This is a sketch of a new type of drivetrain. It is similar to nonadrive in that it can be changed from traction to omni wheels midmatch, but uses a different mechanism for doing so. By tilting the entire driverails and putting omni and traction wheels on the same shaft, complexity is taken out of the driverails and put somewhere else. Wheel, motor, and chain placement is nearly unaffected by the BCRDrive, allowing any drivetrain configuration. This is a quick NCAD sketch, the mounting of the center omni obviously needs some work.
I would recommended the shaft lay parallel to the floor in the omni configuration, so the omni wheels will operate more smoothly.
You could retain the use of pneumatics with a similar mechanism.
Also, with the shown mechanism, if the pivot attachment points and the drive hub are not all at the same height, the current setup will result in two different wheel pod angles for each drive hub angle.
Do you plan on running a relatively unmodified drive module that 294 usually runs?
Yeah, the angle is overexagerated in the drawing. Having the omnis as close to level as possible with the treads compensating with more angle might work better, but the quality of my pencil limits my design-in-calculus-class abilities. In a real build, the non-contact wheels would be barely off the ground at all. I hadn’t thought of it before, but yes, the driving hub should be at the same height as the connectors, unless we did something weird with the arm linkage. I had thought about pneumatics, but didn’t know if they would be strong enough, and having a motor gives a lot more control of the angle. In tread mode, it might be nice to put the omnis down just a little bit to make it easier to turn. Some sort of variable traction control.
Right now we want to stick with the Breakaway base, but that could change pretty quick on Saturday morning.
Do you know if the common traction wheels used in FIRST perform the same when tilted a couple degrees? I imagine that it probably wouldn’t because (unlike AM omni’s) their flat to accomidate the tread.
I made up a design sort of similar to yours a while ago. It’s not plausible for a variaty of reasons. Namly: weight and completity. Even so it was fun to do.
Here it is for your viewing pleasure. (The last post in the Thread)
And all this on the back of a “Cookbook for circular motion problems” page. Good recycling but better luck in the 2011 robot design.
This may actually be feasible if pneumatic wheels were used instead of standard traction wheels. Traction wheels would lose to much traction if tilted in that manner. Pneumatic wheels are rounded; so it’s just a matter of finding the right pairs of wheel sizes that will only contact the ground when it’s desired.
On field, the rotation joints would take a beating. I almost want to say they’d have to be made out of steel or solid aluminum blocks.
Also, when designing this type of drive train in CAD, account for the fact that most of the time the bumpers cannot tilt or raise/lower outside of their specified zones. Thus an outer frame would be needed that connects to the inner frame.
Great idea, I think.
At the very least, a creative one.
Keep exploring this idea! Develop it, iterate it, keep the process going, even if you don’t end up using in competition. It will still be very beneficial to keep working on it.
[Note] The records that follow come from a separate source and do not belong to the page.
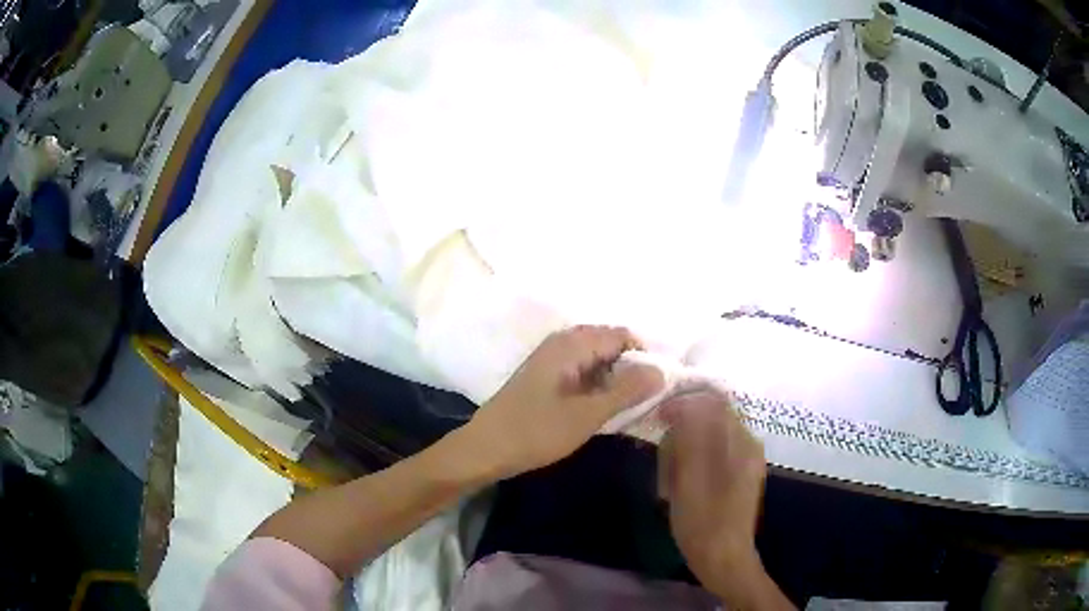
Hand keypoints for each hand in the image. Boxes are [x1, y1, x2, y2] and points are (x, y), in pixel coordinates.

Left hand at [465, 326, 663, 478]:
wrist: (486, 449)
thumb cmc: (536, 431)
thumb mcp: (588, 414)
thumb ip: (627, 391)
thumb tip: (662, 371)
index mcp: (572, 343)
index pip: (623, 335)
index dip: (645, 358)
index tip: (657, 388)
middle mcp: (562, 342)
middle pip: (610, 344)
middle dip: (631, 369)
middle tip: (644, 401)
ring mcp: (552, 358)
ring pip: (597, 360)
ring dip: (615, 380)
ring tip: (627, 408)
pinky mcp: (546, 376)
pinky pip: (582, 371)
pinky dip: (598, 386)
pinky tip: (603, 409)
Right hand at [658, 389, 786, 607]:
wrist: (723, 558)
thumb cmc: (702, 521)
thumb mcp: (689, 477)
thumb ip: (690, 436)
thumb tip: (684, 403)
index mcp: (741, 442)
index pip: (713, 402)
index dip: (683, 404)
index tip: (658, 419)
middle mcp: (748, 445)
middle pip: (710, 419)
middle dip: (681, 434)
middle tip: (663, 462)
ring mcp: (745, 461)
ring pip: (708, 438)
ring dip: (684, 452)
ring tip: (669, 480)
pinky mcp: (739, 476)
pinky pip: (712, 455)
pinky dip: (692, 465)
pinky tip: (680, 486)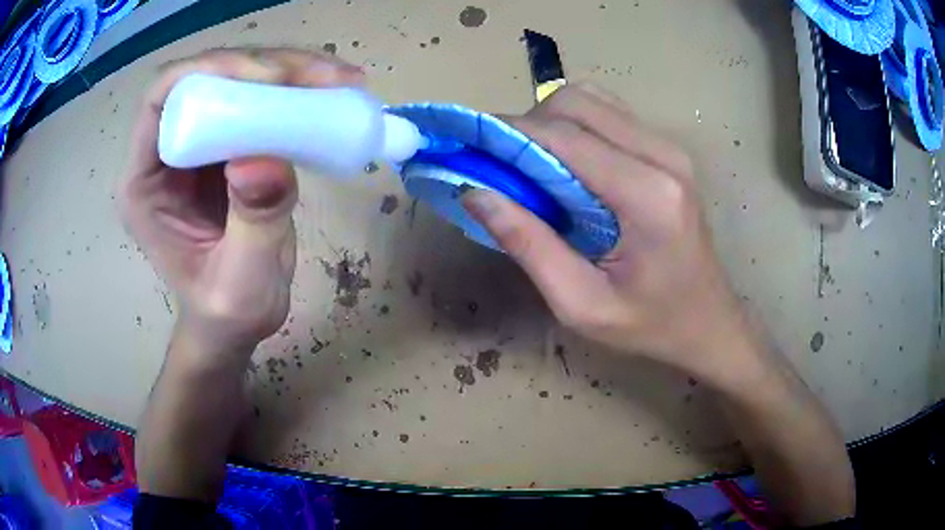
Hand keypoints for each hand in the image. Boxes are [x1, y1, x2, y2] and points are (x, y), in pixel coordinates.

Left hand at [120, 49, 363, 355]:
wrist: (234, 320)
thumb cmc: (226, 313)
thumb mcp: (241, 284)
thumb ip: (252, 224)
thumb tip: (264, 159)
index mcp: (145, 183)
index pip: (161, 99)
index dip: (208, 73)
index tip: (268, 79)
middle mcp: (165, 152)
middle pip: (205, 78)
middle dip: (263, 65)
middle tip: (321, 76)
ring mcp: (197, 145)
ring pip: (237, 80)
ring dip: (288, 71)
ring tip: (338, 80)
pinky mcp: (227, 144)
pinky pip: (258, 100)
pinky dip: (296, 90)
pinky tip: (331, 92)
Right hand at [464, 84, 752, 384]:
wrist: (709, 323)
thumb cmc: (650, 325)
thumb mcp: (581, 304)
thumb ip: (528, 245)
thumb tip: (475, 191)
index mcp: (647, 196)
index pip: (564, 136)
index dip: (507, 131)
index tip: (468, 144)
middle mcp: (663, 156)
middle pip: (576, 102)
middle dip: (527, 123)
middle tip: (505, 166)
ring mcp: (670, 148)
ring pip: (591, 98)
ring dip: (552, 121)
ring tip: (535, 166)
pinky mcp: (668, 150)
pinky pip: (609, 113)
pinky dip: (576, 125)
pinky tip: (568, 163)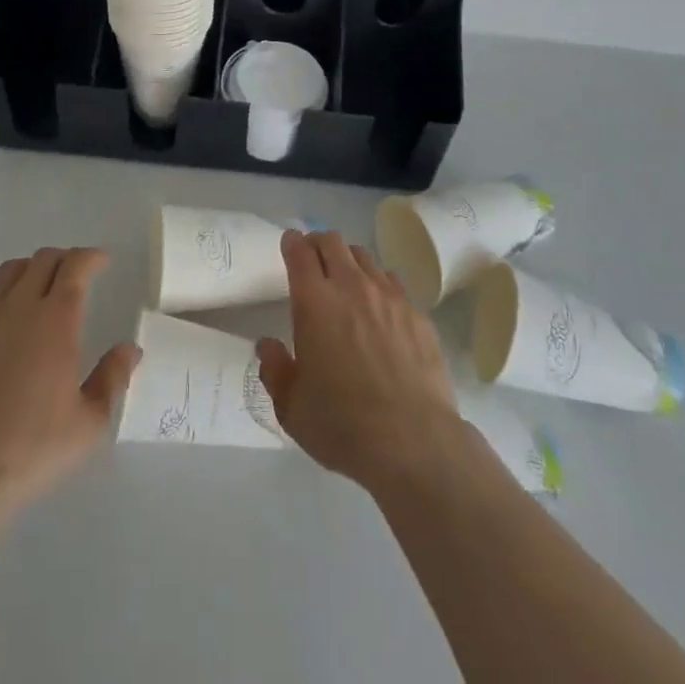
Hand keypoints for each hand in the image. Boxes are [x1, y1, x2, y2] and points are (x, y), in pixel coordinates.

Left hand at [0, 247, 140, 516]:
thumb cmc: (32, 449)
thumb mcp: (89, 423)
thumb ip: (113, 378)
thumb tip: (129, 349)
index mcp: (57, 318)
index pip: (76, 265)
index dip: (92, 257)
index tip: (102, 262)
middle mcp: (19, 305)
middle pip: (43, 260)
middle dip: (64, 260)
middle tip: (74, 276)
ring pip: (9, 271)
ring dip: (31, 270)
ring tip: (38, 289)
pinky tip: (1, 314)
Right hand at [255, 229, 457, 491]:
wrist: (413, 441)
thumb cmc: (342, 424)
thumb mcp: (292, 407)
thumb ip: (275, 369)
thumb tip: (267, 345)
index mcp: (315, 302)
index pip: (300, 252)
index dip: (292, 243)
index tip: (290, 244)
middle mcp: (351, 287)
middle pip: (333, 242)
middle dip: (318, 243)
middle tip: (313, 258)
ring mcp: (388, 296)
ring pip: (364, 257)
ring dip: (349, 261)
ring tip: (346, 280)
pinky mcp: (417, 313)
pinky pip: (392, 282)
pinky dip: (379, 284)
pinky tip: (379, 308)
That’s a really cool idea!
If you do, I’d say that you should have a frame around it so that the bumpers don’t tilt out of the bumper zone.
that is a really good idea but are you going to be able to do that with only 4CIM motors:ahh: and i would love to see that out on the feild
I’ve played with a robot that had a very similar drive train way back in 2000, it had hard plastic wheels on the outside, high-traction tread in the middle, and saw blades on the inside for ice traction. Not used in FRC competition, unfortunately.
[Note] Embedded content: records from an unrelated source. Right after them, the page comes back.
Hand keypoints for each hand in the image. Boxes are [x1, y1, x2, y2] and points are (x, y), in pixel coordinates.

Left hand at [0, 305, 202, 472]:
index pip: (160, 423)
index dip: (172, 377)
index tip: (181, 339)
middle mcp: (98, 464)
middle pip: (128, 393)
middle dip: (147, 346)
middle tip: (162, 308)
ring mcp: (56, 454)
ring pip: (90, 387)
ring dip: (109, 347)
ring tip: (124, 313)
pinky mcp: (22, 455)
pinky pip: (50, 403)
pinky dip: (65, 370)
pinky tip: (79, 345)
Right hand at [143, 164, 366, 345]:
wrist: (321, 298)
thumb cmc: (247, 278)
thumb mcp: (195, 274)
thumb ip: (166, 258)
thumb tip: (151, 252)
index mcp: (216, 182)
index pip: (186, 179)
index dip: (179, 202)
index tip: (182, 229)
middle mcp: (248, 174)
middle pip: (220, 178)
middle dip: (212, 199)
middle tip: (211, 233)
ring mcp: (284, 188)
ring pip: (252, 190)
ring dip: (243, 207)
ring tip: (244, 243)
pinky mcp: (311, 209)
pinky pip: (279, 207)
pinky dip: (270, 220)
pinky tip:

I would recommend using pneumatics to deploy/retract the sides. Have fun with it!
no reason that the pair of wheels couldnt be mounted to the same output shaft of a toughbox or similar… (given that it is of sufficient length)
to make it work well I would think that decreasing the size of the high traction wheels JUST ABIT would be beneficial and planning to tilt the mechanism so that the (the high traction wheels) came into contact with the floor) would be of advantage…
i would also suggest that using pneumatics to drive this would be the best plan of attack…
not sure if we will explore this topic further (team 2229) but its neat…
thanks for sharing.